Wheaton Public Library hosts 'Monet in Giverny' Oct. 11

The Wheaton Public Library will present "Monet in Giverny: Artist and Gardner" with art historian Denise Laurin on Wednesday, Oct. 11.

Presented in honor of Arts DuPage Month in October, this presentation is intended for anyone who has ever wanted to visit Monet's garden in Giverny, and even those who have.

Laurin will transport attendees to Monet's serene paradise in the valley of the Seine where much of his inspiration originated. She will discuss the artist's home and gardens and share insights about Monet as both a passionate horticulturist and innovative painter.

Through a seriously researched and curated sight and sound experience, attendees will learn about the design of the garden, the plants that grew there, and the artworks they inspired.

This free presentation, open to the public, will be from 6 to 8:30 p.m. at the library, 225 N. Cross St.

Online registrations can be made at Or call the library at (630) 668-1374.

Denise Laurin Visual Art

Through her art practice, Laurin has lectured on a variety of art-related topics throughout the Chicago area. She holds an M.A. in art history and a B.A. in studio art and art history from Northern Illinois University and taught both studio courses and art history on the college level between 2002-20.

As a Chicago-based visual artist, Laurin has exhibited widely at venues such as The Fine Arts Building and The Chicago Cultural Center. She holds a B.A. in studio art and continued to expand her skills under the guidance of nationally recognized artists Grace Cole, David Kassan and Brad Kunkle.

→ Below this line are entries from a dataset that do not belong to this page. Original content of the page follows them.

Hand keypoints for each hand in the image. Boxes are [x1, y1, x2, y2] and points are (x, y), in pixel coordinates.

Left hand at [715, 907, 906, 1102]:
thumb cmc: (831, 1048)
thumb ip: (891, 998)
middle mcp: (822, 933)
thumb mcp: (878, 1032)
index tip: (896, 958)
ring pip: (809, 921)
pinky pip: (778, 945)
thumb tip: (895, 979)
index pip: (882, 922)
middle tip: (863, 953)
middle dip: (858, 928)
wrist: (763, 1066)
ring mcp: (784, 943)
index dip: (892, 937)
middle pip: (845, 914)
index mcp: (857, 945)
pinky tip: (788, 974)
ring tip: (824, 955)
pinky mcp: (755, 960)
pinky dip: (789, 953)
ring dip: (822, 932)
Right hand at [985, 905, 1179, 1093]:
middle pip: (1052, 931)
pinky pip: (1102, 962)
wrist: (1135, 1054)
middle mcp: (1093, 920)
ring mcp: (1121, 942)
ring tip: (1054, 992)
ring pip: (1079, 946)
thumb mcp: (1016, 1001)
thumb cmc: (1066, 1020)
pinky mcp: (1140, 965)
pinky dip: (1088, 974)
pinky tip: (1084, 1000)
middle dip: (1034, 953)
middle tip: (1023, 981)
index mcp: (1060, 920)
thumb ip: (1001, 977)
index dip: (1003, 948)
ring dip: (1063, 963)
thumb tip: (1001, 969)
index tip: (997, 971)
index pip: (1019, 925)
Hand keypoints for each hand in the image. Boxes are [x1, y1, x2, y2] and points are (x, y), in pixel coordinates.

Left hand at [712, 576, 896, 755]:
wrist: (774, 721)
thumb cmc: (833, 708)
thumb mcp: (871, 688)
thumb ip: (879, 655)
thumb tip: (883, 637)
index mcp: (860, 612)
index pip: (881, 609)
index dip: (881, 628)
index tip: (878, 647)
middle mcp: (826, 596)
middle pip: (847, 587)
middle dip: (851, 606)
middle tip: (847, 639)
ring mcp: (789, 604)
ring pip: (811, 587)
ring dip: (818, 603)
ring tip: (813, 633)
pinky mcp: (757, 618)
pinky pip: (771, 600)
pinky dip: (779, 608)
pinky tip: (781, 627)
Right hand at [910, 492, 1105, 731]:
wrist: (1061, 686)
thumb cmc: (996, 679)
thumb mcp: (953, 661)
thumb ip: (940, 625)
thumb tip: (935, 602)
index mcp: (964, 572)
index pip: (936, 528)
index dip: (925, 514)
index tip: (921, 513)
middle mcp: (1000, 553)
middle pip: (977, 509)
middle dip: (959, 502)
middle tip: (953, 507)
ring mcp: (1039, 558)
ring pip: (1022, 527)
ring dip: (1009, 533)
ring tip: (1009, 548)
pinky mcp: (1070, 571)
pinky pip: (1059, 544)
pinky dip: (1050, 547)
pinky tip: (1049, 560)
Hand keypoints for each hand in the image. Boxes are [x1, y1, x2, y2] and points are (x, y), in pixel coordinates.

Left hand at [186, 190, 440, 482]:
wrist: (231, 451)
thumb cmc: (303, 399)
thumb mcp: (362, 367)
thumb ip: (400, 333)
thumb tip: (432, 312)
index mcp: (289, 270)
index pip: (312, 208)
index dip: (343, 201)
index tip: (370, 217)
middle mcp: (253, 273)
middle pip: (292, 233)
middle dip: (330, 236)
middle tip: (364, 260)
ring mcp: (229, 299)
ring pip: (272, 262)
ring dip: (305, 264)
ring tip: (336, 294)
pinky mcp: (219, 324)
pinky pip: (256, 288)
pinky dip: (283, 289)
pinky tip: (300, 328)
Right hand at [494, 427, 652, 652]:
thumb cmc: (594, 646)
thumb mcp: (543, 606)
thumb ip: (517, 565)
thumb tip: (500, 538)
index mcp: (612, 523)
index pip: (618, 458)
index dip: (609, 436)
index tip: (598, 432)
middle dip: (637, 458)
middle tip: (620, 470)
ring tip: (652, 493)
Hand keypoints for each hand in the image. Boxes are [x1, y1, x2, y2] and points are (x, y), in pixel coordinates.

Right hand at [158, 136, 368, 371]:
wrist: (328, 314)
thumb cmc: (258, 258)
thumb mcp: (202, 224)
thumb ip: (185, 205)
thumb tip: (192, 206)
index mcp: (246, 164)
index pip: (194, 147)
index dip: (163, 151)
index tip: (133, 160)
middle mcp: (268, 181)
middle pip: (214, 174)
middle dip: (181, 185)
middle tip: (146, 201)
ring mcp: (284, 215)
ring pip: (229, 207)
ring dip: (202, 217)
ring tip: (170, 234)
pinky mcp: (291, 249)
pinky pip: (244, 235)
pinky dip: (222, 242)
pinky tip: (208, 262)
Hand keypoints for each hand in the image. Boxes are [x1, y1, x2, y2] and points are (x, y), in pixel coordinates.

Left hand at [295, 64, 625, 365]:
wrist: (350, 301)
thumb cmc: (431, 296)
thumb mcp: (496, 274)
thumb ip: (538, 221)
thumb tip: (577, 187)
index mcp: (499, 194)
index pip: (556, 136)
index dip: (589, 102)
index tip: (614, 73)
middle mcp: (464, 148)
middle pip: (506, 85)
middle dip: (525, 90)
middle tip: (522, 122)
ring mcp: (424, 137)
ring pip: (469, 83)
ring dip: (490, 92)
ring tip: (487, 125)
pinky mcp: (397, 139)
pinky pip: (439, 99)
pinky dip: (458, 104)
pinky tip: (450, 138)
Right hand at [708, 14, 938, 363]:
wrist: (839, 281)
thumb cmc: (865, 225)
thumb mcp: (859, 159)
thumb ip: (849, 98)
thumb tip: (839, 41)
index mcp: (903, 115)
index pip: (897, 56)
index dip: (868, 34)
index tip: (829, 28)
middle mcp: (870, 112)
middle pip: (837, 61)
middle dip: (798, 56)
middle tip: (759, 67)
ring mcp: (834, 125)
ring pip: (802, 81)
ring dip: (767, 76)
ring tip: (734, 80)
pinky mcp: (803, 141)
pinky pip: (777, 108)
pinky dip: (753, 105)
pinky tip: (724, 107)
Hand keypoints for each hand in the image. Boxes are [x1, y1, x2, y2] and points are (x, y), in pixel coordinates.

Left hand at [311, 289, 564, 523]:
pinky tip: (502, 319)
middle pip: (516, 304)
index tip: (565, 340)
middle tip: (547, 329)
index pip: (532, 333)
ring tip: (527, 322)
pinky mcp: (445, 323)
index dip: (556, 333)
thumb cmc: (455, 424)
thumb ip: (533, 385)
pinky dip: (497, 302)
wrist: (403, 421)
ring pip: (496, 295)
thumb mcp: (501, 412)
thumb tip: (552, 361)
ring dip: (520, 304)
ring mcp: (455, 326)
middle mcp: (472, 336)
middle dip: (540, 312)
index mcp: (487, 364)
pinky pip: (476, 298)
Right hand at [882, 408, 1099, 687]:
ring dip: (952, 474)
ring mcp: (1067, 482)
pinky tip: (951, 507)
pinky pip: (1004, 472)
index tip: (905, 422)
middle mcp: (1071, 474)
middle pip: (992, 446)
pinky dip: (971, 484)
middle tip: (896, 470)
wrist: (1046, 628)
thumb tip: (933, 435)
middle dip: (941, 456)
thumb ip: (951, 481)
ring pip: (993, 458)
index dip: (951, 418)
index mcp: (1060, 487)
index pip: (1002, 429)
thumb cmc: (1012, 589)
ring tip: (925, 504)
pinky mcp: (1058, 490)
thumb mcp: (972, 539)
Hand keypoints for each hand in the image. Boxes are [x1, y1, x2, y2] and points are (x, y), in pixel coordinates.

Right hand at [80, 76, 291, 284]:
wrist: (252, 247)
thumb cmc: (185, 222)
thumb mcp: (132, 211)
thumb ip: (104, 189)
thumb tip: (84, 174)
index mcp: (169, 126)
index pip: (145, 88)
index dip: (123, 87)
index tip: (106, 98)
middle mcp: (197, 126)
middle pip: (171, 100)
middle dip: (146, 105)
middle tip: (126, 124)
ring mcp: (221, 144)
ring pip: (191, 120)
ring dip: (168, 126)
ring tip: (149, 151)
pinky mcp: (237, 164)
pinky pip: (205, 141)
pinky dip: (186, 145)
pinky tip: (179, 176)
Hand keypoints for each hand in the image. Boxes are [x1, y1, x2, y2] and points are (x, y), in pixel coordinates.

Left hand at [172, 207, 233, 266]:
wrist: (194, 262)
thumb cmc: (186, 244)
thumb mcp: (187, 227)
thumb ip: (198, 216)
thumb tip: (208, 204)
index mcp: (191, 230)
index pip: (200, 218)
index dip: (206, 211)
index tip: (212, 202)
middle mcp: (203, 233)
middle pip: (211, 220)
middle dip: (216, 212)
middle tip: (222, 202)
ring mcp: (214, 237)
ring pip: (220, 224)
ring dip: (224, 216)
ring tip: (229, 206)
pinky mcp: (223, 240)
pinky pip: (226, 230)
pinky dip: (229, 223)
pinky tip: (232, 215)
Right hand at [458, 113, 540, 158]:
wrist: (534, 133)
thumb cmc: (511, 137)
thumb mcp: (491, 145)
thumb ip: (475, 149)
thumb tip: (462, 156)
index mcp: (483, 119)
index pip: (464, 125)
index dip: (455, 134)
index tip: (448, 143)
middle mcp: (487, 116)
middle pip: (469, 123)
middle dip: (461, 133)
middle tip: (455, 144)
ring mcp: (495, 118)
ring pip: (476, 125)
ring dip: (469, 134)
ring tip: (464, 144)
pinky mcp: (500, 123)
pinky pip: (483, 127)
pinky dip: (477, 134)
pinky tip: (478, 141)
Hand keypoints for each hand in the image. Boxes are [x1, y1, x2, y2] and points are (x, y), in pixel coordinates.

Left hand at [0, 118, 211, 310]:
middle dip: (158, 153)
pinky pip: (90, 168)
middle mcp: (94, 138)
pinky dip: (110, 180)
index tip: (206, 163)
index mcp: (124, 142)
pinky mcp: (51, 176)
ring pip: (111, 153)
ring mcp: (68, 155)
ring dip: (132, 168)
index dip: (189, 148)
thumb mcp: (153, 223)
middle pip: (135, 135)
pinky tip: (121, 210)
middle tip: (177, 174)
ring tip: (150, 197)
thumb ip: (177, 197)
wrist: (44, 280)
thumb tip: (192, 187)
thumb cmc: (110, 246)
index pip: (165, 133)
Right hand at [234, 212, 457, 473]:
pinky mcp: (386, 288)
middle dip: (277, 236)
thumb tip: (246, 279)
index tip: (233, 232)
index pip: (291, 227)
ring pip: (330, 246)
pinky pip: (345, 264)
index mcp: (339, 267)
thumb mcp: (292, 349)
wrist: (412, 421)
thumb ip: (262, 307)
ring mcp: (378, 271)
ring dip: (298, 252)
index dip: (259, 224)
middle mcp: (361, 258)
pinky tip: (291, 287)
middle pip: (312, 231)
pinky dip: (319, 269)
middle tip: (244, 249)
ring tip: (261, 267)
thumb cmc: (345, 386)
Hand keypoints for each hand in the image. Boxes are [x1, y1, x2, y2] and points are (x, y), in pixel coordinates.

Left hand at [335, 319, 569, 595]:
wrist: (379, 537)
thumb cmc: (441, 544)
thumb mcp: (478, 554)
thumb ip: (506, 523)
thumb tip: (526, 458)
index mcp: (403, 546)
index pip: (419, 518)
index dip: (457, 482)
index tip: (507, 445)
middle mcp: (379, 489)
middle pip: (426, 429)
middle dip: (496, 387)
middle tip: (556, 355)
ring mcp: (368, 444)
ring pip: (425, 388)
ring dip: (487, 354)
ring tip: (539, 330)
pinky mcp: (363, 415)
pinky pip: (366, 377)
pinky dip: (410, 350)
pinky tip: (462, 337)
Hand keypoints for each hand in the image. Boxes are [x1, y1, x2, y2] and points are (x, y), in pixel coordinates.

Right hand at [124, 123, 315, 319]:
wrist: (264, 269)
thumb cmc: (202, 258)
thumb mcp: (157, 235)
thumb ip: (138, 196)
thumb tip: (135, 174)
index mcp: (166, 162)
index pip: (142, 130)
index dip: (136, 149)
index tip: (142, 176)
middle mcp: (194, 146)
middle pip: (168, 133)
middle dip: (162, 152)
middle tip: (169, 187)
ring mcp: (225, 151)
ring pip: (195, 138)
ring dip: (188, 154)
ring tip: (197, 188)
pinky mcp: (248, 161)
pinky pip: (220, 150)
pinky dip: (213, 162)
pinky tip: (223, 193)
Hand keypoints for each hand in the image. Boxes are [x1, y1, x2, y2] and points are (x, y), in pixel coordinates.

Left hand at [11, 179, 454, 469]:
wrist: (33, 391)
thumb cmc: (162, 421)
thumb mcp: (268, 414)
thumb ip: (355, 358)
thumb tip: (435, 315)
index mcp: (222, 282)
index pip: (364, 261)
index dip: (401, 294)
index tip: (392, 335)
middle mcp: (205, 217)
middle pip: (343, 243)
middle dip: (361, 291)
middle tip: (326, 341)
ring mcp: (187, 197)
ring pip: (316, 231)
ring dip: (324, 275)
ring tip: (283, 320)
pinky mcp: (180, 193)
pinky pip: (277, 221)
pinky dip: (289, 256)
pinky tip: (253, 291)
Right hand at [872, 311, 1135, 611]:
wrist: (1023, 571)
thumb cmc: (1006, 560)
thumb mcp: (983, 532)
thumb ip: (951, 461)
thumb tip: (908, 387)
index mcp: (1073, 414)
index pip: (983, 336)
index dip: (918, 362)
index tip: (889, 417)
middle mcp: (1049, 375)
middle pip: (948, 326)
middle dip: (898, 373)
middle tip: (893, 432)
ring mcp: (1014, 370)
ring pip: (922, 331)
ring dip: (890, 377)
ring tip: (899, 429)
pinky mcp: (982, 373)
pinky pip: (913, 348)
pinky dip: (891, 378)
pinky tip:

Between 2009-2014, she lived in New York City, where she led a group show under the auspices of the MoMA education department and the Northern Manhattan Artists Alliance. She also taught art at a private Manhattan high school. Visit

Wheaton Public Library

The first library in Wheaton was built by resident and philanthropist John Quincy Adams in 1891. He was a successful businessman and a relation to the Adams line which produced two presidents. The library was free for the citizens of Wheaton and Mr. Adams created an endowment fund for the library.

Over the years as more people settled in the area, the library grew with it. In 1923, the City of Wheaton voted to levy a tax to operate the library. A new modern building was erected in the 1960s, and the 1970s saw a new addition. By the 1990s, a computerized circulation and cataloging system was installed. In 1999, the Wheaton Public Library was named a "Top Ten" library according to "Hennen's American Public Library Ratings Index". Another expansion to the library was completed in 2007.

Today, the Wheaton Public Library comprises 124,000 square feet, has 200 computers and wireless access to the Internet. Wheaton Public Library continues to be among the "Top Ten" libraries of its size in the country.